Quantification of overheads associated with an additional crystal clock i.e., additional cost (sub-dollar), space, and power consumption.  Why a time and frequency sensitive protocol on a crystal-free chip and not another protocol that is not as sensitive to these factors. Can other simpler protocols (such as CSMA-based) be easily implemented and smart dust vision can still be realized. Why the paper motivates  multihop protocol for a hardware that is in its early days and as a first step one would likely to make a single hop  communication work. The later part of the paper provides single hop experimental setup(Scum->Openmote) and no longer talks about multihop. It is therefore not clear why 6TiSCH is in the beginning. Can the scientific contribution of the paper be still complete if the focus is kept on acquiring accurate timing? 

It would be good to see some evaluation (ppm drift) as environmental factors such as temperature change. Such a setup would reveal sensitivity of time synchronization to these factors. 

Reviewer 2 Report

This paper describes time-synchronized protocol stack running on a crystal-free device. The approach is quite interesting although I am not sure that the cost can be really reduced.  

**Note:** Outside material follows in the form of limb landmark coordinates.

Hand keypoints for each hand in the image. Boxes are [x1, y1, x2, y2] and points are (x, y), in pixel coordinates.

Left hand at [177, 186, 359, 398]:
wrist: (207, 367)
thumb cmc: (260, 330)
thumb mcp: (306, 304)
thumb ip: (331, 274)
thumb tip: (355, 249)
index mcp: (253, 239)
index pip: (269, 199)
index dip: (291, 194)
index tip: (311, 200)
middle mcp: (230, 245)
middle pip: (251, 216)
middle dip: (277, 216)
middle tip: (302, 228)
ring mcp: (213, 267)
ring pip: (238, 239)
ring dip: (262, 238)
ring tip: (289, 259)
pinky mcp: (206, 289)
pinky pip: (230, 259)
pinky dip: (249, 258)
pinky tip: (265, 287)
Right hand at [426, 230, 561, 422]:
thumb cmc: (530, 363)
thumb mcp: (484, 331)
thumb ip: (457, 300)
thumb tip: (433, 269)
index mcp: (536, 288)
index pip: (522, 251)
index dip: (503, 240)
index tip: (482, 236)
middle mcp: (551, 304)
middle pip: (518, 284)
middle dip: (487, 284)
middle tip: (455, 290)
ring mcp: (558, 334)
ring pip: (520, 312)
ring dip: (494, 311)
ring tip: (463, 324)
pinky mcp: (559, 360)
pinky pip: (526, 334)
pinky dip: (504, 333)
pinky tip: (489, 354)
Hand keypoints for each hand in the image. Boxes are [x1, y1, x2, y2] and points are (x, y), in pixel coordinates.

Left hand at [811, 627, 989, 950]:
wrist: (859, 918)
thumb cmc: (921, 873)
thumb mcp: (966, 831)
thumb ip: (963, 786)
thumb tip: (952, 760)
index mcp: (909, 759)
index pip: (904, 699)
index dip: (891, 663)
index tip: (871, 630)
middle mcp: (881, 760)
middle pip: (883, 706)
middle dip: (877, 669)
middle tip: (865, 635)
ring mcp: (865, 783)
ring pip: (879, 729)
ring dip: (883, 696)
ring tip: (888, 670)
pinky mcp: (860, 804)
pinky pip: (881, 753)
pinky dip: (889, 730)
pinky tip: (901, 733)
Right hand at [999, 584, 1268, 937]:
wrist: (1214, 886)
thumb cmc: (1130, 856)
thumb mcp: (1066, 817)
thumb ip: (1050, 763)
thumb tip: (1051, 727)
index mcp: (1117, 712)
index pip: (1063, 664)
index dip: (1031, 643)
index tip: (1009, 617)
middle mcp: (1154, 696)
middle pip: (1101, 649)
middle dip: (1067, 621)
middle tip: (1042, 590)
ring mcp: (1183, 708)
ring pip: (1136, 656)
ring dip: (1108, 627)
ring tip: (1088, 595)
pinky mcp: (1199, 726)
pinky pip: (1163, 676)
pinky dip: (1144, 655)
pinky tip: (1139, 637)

The authors may need to address the power consumption of a crystal-free device since minimizing the power consumption is more important than minimizing the cost in many sensor applications.

Reviewer 3 Report

There are some really big red flags with the papers. On a high level, the paper does not talk about the frequency error of RC oscillators which is a function of process, voltage and temperature variation. Although the trimming with the optical receiver/programming will fix the process variation, the voltage and temperature variation hasn't been discussed in this paper which is the big challenge facing RC oscillators. Additionally, the "tick skipping" algorithm hasn't been sufficiently described. Finally, using a crystal for this operation defeats the point of this work and cannot be left for future work.